Required work: Begin with the line that holds "pinky tip: (240, 247)". Output it and all remaining lines of the material, verbatim, ending with the last.
[Information provided — start]
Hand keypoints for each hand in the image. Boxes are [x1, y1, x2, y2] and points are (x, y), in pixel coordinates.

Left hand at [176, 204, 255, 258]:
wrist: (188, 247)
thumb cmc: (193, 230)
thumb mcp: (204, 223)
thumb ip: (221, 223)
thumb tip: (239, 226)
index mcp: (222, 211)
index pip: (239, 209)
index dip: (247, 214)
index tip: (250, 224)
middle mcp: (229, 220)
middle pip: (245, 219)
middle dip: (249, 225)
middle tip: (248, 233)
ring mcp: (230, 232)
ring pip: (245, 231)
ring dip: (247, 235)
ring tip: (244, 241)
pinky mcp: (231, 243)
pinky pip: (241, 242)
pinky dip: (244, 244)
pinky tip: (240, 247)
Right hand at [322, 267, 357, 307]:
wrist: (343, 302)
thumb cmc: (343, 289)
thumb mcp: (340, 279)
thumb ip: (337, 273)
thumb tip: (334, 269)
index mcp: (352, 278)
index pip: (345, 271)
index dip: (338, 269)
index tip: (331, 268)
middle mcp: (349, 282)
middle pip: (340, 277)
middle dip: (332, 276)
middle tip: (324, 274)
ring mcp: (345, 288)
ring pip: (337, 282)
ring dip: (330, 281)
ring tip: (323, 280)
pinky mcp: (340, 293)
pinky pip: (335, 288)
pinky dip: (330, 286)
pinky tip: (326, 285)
[Information provided — finish]
Solution:
pinky tip: (240, 247)
Right hand at [322, 267, 357, 307]:
wrist: (343, 302)
thumb cmc: (343, 289)
thumb mcp: (340, 279)
thumb ip: (337, 273)
thumb tip: (334, 269)
index mcp: (352, 278)
index pip: (345, 271)
index dip: (338, 269)
index tip: (331, 268)
middle mcp: (349, 282)
middle pip: (340, 277)
middle dip: (332, 276)
middle tip: (324, 274)
ring mcp: (345, 288)
ring pip: (337, 282)
ring dip: (330, 281)
ring tip: (323, 280)
pinky mcp: (340, 293)
pinky pip: (335, 288)
pinky dip: (330, 286)
pinky tip: (326, 285)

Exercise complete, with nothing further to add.